Android ‘open source’ heritage will soon be but a memory…

The Android mobile operating system, now a major competitor to Apple’s IOS, was ‘given away’ by Google as a piece of open source software some years ago. Google, in this way, mobilized the open source developers community and Android prevailed against Apple iPhone operating system to a point where it now detains 80% of the market.

The ‘open source’ gambit has paid off for Google, Android has become a valuable asset. But is Android going to be an open source system in the future?

In a recent article on Ars Technica Ron Amadeo describes how Google is now maneuvering to get around having to honor its original give-away of the Android operating system to the world of open source.

Google’s iron grip on Android: Controlling open source by any means necessary

How does Google do this? By associating closed-source apps that take parts of the open operating system’s functionality like a calender, voice or messenging app, retire the ‘old’ one and replace it with a new, but proprietary piece of software. This tends to eat into the open source code base, leaving an empty shell, rather than a living piece of software.

By doing this, Google is making it more and more difficult for any company or person to exercise the option of forking (changing) the Android code and bringing out a new version of that operating system. Google wants no part of that, although that is what ‘open source’ – and Google’s original giveaway – is really all about.

The article is rather lengthy but it is a must for google observers…

http://arstechnica.com/gadgets/…

4 Comments Android ‘open source’ heritage will soon be but a memory…

  1. AvatarPaul Hughes

    Sepp, won’t Google closing it up, simply represent a closed fork to the Android OS? What’s to keep the rest of the Android community from continuing to evolve it in their own open fork? I’m guessing there are a lot of cell phone manufacturer’s who do not want to pay licensing fees or risk getting closed off by Google using one means or another. It seems to me that the most logical move is for all the developers and manufacturers is to move on using the open source version, with all of it’s amazing features (after all it is that way precisely because of the open-source community), and let Google close itself off into a proprietary rabbit hole.

  2. AvatarSepp Hasslberger

    Yes Paul, ideally that is what should happen.

    Google keeps their closed version and everyone else moves on.

    But as the article also explains, there is a strategy to what Google does, which involves making it as difficult as possible to go back to the old version as they can. The old version is gradually being emptied of content by switching parts of it to proprietary (by using a proprietary plug-in instead of the equivalent contained in the original.

    As time passes, the open source version gets smaller and smaller and more and more outdated, to where it will be exceedingly expensive to revert as you’d have to update all that parts that have been abandoned for years…

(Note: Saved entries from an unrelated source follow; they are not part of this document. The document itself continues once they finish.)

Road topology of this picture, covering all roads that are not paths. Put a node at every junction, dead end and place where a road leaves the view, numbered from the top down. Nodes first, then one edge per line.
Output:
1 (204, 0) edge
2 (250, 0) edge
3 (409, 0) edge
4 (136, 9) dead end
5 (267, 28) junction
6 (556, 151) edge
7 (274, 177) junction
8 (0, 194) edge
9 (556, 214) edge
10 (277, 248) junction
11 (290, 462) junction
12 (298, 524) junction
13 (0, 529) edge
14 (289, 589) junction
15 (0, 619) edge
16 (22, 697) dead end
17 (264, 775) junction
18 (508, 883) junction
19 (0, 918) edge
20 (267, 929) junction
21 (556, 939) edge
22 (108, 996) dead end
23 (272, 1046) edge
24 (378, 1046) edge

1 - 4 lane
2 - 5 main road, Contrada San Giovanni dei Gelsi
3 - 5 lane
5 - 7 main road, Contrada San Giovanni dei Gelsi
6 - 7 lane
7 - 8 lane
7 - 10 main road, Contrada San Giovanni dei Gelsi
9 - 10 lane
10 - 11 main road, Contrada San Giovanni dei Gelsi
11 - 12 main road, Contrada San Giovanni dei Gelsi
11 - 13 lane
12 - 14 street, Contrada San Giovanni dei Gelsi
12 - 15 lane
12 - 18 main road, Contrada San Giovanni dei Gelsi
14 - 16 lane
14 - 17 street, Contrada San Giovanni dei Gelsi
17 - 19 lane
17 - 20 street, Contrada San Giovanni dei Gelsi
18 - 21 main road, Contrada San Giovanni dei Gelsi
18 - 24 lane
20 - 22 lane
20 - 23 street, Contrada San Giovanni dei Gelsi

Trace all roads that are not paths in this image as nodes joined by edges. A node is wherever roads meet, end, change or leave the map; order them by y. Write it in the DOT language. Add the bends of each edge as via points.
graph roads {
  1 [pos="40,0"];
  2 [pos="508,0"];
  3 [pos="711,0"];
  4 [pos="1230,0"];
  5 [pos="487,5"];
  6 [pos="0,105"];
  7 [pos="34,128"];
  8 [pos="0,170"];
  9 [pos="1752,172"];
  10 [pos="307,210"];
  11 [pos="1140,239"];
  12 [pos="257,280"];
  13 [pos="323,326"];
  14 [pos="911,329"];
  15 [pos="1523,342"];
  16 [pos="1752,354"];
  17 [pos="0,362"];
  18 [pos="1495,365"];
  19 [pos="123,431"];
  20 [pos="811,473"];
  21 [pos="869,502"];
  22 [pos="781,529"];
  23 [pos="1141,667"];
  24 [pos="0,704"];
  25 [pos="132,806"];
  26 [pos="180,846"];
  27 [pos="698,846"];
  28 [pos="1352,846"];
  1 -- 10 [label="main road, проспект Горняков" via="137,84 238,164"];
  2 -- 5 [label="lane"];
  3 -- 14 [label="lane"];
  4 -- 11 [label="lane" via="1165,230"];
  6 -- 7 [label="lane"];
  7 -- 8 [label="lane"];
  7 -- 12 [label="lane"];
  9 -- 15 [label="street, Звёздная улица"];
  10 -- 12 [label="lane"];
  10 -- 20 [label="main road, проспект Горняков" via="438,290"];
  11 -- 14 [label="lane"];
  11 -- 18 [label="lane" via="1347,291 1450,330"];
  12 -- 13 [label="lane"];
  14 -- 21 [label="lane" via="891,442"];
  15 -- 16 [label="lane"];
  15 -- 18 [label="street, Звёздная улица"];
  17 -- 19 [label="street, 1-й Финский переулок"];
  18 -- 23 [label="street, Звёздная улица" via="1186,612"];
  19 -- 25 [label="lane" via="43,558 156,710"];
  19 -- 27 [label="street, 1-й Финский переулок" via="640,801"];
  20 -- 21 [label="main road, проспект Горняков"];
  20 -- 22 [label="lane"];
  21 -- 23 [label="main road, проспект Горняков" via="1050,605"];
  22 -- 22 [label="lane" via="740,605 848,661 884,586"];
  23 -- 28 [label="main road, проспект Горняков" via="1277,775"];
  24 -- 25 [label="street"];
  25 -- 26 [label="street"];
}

  3. AvatarSepp Hasslberger

    Another one of Google’s tricks is

    Locking-in manufacturers

    While Google is out to devalue the open source codebase as much as possible, controlling the app side of the equation isn’t the company’s only power play.

    If a company does ever manage to fork AOSP, clone the Google apps, and create a viable competitor to Google’s Android, it’s going to have a hard time getting anyone to build a device for it. In an open market, it would be as easy as calling up an Android OEM and convincing them to switch, but Google is out to make life a little more difficult than that. Google’s real power in mobile comes from control of the Google apps—mainly Gmail, Maps, Google Now, Hangouts, YouTube, and the Play Store. These are Android’s killer apps, and the big (and small) manufacturers want these apps on their phones. Since these apps are not open source, they need to be licensed from Google. It is at this point that you start picturing a scene out of The Godfather, because these apps aren’t going to come without some requirements attached.

    While it might not be an official requirement, being granted a Google apps license will go a whole lot easier if you join the Open Handset Alliance. The OHA is a group of companies committed to Android—Google’s Android—and members are contractually prohibited from building non-Google approved devices. That’s right, joining the OHA requires a company to sign its life away and promise to not build a device that runs a competing Android fork.